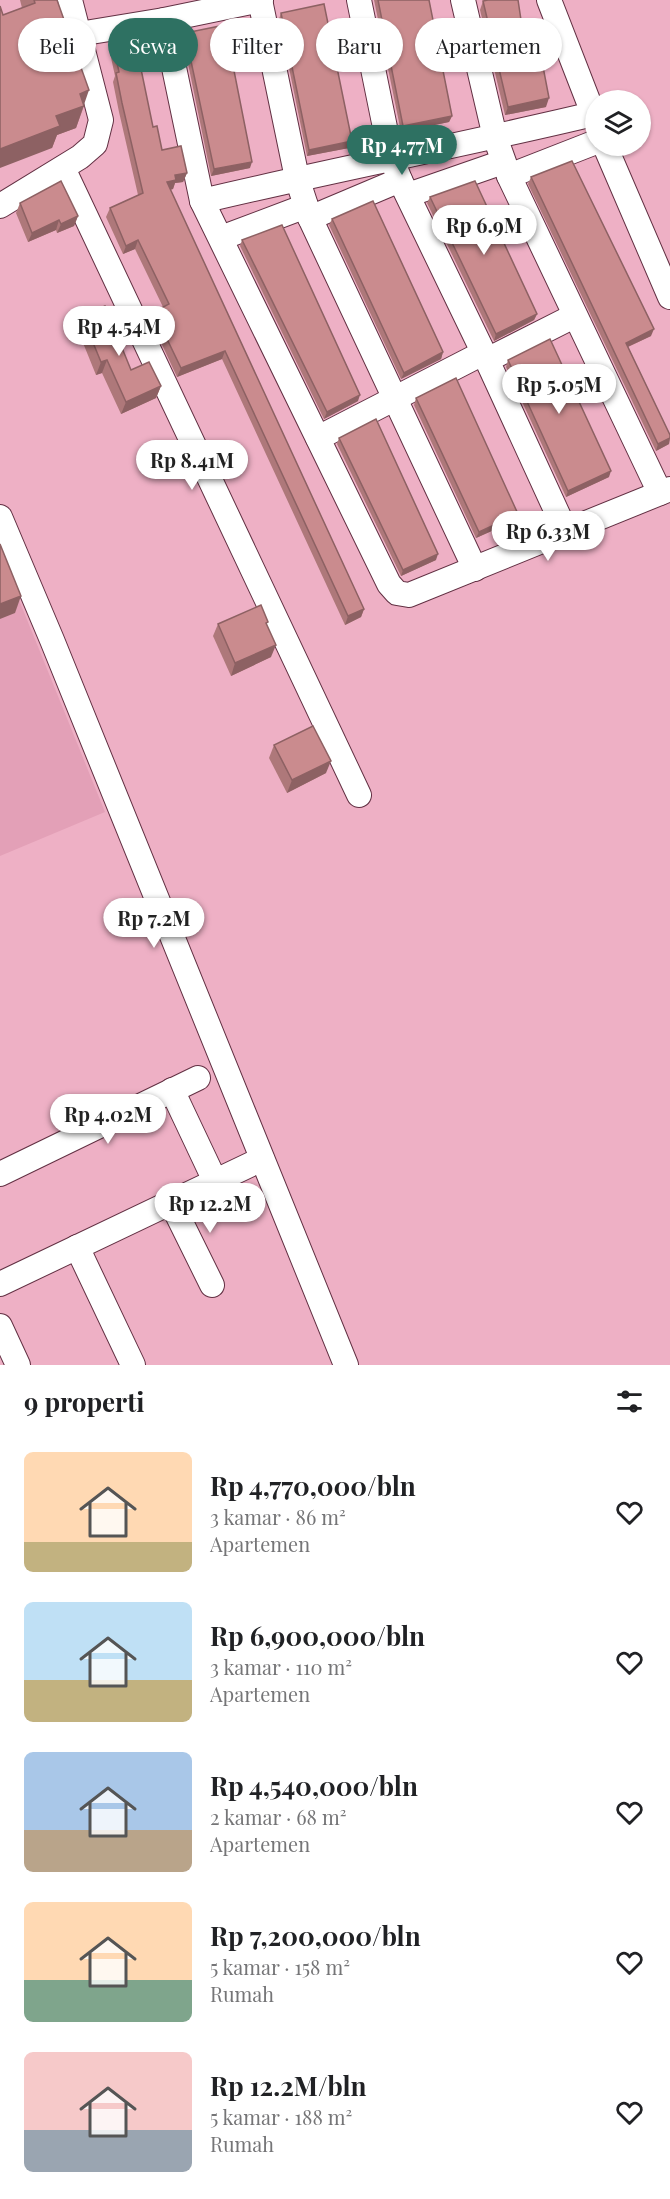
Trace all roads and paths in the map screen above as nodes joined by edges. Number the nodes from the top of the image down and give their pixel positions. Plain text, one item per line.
1 (70, 0) edge
2 (261, 0) edge
3 (359, 0) edge
4 (463, 0) edge
5 (549, 0) edge
6 (75, 18) edge
7 (174, 18) edge
8 (89, 72) edge
9 (175, 72) edge
10 (585, 94) edge
11 (585, 120) edge
12 (495, 137) junction
13 (585, 145) edge
14 (609, 156) edge
15 (391, 157) junction
16 (63, 168) junction
17 (506, 169) junction
18 (297, 178) junction
19 (404, 188) junction
20 (202, 201) junction
21 (0, 206) edge
22 (308, 212) junction
23 (221, 238) junction
24 (670, 297) edge
25 (574, 316) junction
26 (485, 357) junction
27 (395, 399) junction
28 (318, 438) junction
29 (665, 491) edge
30 (0, 517) edge
31 (566, 532) junction
32 (475, 569) junction
33 (358, 795) dead end
34 (198, 1078) dead end
35 (172, 1090) junction
36 (262, 1159) junction
37 (0, 1174) edge
38 (215, 1181) junction
39 (171, 1202) junction
40 (77, 1247) junction
41 (0, 1284) edge
42 (212, 1285) dead end
43 (0, 1326) edge
44 (18, 1365) edge
45 (133, 1365) edge
46 (346, 1365) edge

1 - 6 street
2 - 7 street
2 - 18 street
3 - 15 street
4 - 12 street
5 - 10 street
8 - 16 street
9 - 20 street
11 - 12 street
12 - 15 street
12 - 17 street
13 - 17 street
14 - 24 street
15 - 18 street
15 - 19 street
16 - 21 street
16 - 33 street
17 - 19 street
17 - 25 street
18 - 20 street
18 - 22 street
19 - 22 street
19 - 26 street
20 - 23 street
22 - 23 street
22 - 27 street
23 - 28 street
25 - 26 street
25 - 29 street
26 - 27 street
26 - 31 street
27 - 28 street
27 - 32 street
28 - 32 street
29 - 31 street
30 - 36 street
31 - 32 street
34 - 35 street
35 - 37 street
35 - 38 street
36 - 38 street
36 - 46 street
38 - 39 street
39 - 40 street
39 - 42 street
40 - 41 street
40 - 45 street
43 - 44 street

____

Print each entry precisely as written; the pictures stay out.

*ANSWER BOX:*
Trace all roads and paths in the map screen above as nodes joined by edges. Number the nodes from the top of the image down and give their pixel positions. Plain text, one item per line.
1 (70, 0) edge
2 (261, 0) edge
3 (359, 0) edge
4 (463, 0) edge
5 (549, 0) edge
6 (75, 18) edge
7 (174, 18) edge
8 (89, 72) edge
9 (175, 72) edge
10 (585, 94) edge
11 (585, 120) edge
12 (495, 137) junction
13 (585, 145) edge
14 (609, 156) edge
15 (391, 157) junction
16 (63, 168) junction
17 (506, 169) junction
18 (297, 178) junction
19 (404, 188) junction
20 (202, 201) junction
21 (0, 206) edge
22 (308, 212) junction
23 (221, 238) junction
24 (670, 297) edge
25 (574, 316) junction
26 (485, 357) junction
27 (395, 399) junction
28 (318, 438) junction
29 (665, 491) edge
30 (0, 517) edge
31 (566, 532) junction
32 (475, 569) junction
33 (358, 795) dead end
34 (198, 1078) dead end
35 (172, 1090) junction
36 (262, 1159) junction
37 (0, 1174) edge
38 (215, 1181) junction
39 (171, 1202) junction
40 (77, 1247) junction
41 (0, 1284) edge
42 (212, 1285) dead end
43 (0, 1326) edge
44 (18, 1365) edge
45 (133, 1365) edge
46 (346, 1365) edge

1 - 6 street
2 - 7 street
2 - 18 street
3 - 15 street
4 - 12 street
5 - 10 street
8 - 16 street
9 - 20 street
11 - 12 street
12 - 15 street
12 - 17 street
13 - 17 street
14 - 24 street
15 - 18 street
15 - 19 street
16 - 21 street
16 - 33 street
17 - 19 street
17 - 25 street
18 - 20 street
18 - 22 street
19 - 22 street
19 - 26 street
20 - 23 street
22 - 23 street
22 - 27 street
23 - 28 street
25 - 26 street
25 - 29 street
26 - 27 street
26 - 31 street
27 - 28 street
27 - 32 street
28 - 32 street
29 - 31 street
30 - 36 street
31 - 32 street
34 - 35 street
35 - 37 street
35 - 38 street
36 - 38 street
36 - 46 street
38 - 39 street
39 - 40 street
39 - 42 street
40 - 41 street
40 - 45 street
43 - 44 street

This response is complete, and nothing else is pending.